Now we have an Interior secretary who gets it. Doug Burgum, former governor of North Dakota, brings something rare to Washington: actual common sense. He knows how to develop energy responsibly —and he’s not faking it. I was in the crowd last summer in North Carolina when he spoke, unscripted, for 20 minutes straight about America’s energy matrix. It wasn’t political — it was informed, detailed, and surprisingly passionate. He understands the severity of our energy needs — not in theory, but in practice. He’s not playing games. And unlike the photo-op environmentalists clogging the Beltway, Burgum knows that conservation is a long game, not a campaign ad.
Under Burgum, the Department of the Interior is reviewing Biden-era offshore wind permits and pulling the emergency brake on projects that were rushed through. That’s not obstructionism. That’s stewardship.
If this is the green future, it looks a lot like old-school crony capitalism — just with slicker branding.
Offshore wind may have its place. But let’s be serious: it won’t power a continent-sized nation of 330 million. America needs a balanced energy portfolio — nuclear, hydro, natural gas, geothermal, and next-gen technologies. Relying on intermittent, low-yield sources like wind and solar as a primary energy strategy isn’t serious — it’s virtue signaling with a price tag.

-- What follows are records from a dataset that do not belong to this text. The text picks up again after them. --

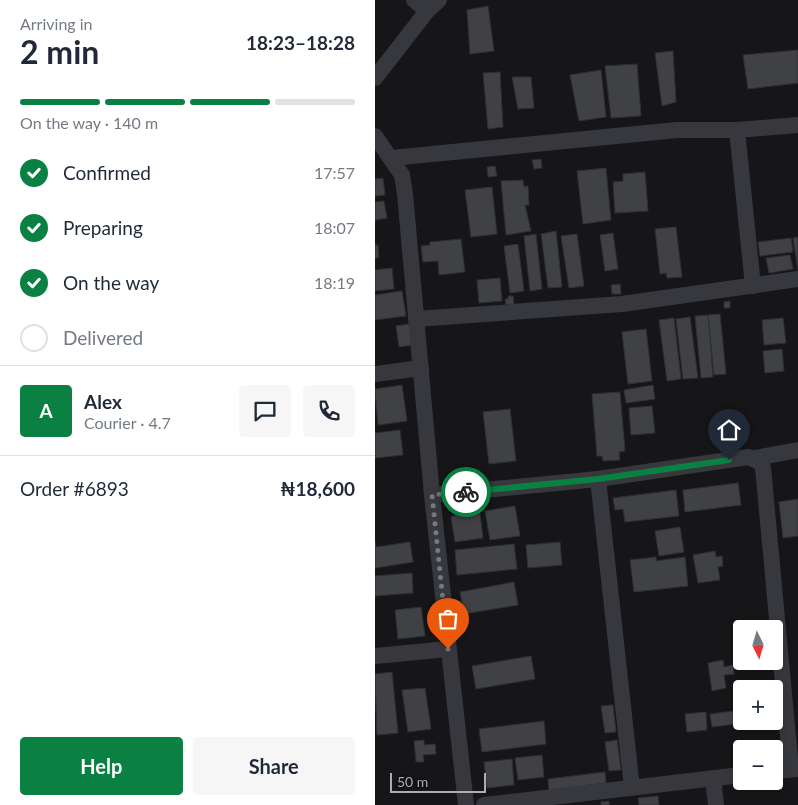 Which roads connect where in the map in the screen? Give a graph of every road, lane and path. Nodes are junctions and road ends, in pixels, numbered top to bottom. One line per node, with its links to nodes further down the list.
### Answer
1 (414, 0): 2 (street)
2 (433, 5): 3 (street)
3 (375, 78)
4 (798, 125): 5 (street)
5 (737, 130): 7 (street); 9 (street)
6 (375, 136): 7 (street)
7 (391, 158): 10 (street)
8 (798, 279): 9 (street)
9 (753, 286): 10 (street)
10 (416, 319): 11 (street)
11 (421, 368): 12 (street); 16 (street)
12 (375, 374)
13 (798, 450): 14 (street)
14 (755, 458): 15 (street); 19 (street)
15 (598, 479): 16 (street); 22 (street)
16 (432, 495): 17 (street)
17 (448, 649): 18 (street); 23 (street)
18 (375, 656)
19 (794, 769)
20 (733, 776): 21 (street)
21 (713, 778): 22 (street); 25 (street)
22 (632, 788): 24 (street)
23 (466, 805)
24 (484, 805)
25 (716, 805)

And that price isn’t just economic. It’s ecological. When you start sacrificing migration corridors and coastal biodiversity to hit arbitrary climate deadlines, you’ve crossed the line from conservation to political ideology. It’s climate window dressing — destroying nature to save it, or so the sales pitch goes. That’s what Empire Wind represents. And that’s why shutting it down matters.
Environmental policy must be rooted in reality, not panic, not subsidies, and certainly not the whims of consultants chasing the next federal contract. Trump’s pause was a good start. Burgum’s leadership is the necessary follow-through.
Let’s not confuse haste with progress, or branding with stewardship. Nature deserves better.